| Data for analysis |
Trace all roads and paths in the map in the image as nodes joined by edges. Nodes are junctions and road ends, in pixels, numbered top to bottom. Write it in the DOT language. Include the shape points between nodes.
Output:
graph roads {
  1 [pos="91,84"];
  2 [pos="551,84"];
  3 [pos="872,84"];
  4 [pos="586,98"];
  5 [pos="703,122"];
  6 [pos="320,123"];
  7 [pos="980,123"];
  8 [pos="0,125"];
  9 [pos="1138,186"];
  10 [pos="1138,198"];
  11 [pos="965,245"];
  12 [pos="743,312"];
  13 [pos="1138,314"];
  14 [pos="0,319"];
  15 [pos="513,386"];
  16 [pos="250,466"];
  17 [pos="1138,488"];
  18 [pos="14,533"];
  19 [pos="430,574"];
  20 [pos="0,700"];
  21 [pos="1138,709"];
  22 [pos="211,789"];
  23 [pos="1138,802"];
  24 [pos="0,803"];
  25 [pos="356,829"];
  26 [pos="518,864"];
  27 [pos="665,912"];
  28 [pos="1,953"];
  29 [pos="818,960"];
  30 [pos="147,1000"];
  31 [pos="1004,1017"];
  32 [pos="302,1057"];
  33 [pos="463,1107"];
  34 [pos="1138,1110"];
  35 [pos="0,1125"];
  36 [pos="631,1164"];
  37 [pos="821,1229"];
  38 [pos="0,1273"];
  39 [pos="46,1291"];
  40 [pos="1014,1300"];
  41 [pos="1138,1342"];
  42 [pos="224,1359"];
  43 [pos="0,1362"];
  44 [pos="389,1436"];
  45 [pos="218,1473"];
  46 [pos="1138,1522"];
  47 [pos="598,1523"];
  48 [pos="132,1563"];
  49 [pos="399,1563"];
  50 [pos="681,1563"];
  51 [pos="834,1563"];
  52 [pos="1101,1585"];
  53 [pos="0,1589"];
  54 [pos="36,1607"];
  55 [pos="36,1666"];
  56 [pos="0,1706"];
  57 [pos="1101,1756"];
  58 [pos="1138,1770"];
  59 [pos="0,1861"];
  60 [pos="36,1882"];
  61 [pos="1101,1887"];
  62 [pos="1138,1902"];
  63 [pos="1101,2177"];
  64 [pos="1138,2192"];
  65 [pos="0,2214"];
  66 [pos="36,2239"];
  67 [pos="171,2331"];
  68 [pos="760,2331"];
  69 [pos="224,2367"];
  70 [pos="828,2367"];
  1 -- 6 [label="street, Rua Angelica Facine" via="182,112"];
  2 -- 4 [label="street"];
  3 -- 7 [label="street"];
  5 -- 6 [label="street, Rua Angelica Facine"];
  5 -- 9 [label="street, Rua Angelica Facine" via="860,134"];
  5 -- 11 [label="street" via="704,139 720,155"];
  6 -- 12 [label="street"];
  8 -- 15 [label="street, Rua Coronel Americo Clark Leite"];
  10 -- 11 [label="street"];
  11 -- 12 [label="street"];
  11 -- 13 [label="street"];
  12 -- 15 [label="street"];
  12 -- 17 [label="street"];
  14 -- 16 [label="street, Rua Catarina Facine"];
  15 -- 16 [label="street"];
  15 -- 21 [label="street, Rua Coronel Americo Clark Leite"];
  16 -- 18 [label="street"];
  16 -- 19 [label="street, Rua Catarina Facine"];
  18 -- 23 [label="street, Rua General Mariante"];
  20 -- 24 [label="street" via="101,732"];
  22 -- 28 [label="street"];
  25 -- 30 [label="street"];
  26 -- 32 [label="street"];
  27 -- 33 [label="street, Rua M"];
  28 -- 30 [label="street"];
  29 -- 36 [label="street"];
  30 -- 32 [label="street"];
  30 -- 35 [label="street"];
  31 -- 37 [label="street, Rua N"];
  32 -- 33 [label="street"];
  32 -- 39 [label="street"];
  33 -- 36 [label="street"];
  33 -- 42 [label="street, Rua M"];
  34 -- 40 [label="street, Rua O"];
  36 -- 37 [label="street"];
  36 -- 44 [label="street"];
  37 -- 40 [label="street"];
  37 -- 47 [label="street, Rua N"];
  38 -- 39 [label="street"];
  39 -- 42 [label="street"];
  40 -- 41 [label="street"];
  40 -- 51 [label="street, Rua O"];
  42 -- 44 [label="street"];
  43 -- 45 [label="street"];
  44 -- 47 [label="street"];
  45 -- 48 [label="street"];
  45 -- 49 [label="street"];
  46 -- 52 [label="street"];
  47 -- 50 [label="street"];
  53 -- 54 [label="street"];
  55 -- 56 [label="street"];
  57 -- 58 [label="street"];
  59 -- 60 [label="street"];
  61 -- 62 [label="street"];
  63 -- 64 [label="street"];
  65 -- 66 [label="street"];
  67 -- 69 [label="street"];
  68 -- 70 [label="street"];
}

| What the task asks |
Answer with a number alone: how many lines of the listing above include the string "Facine"?

| Exercise result |
5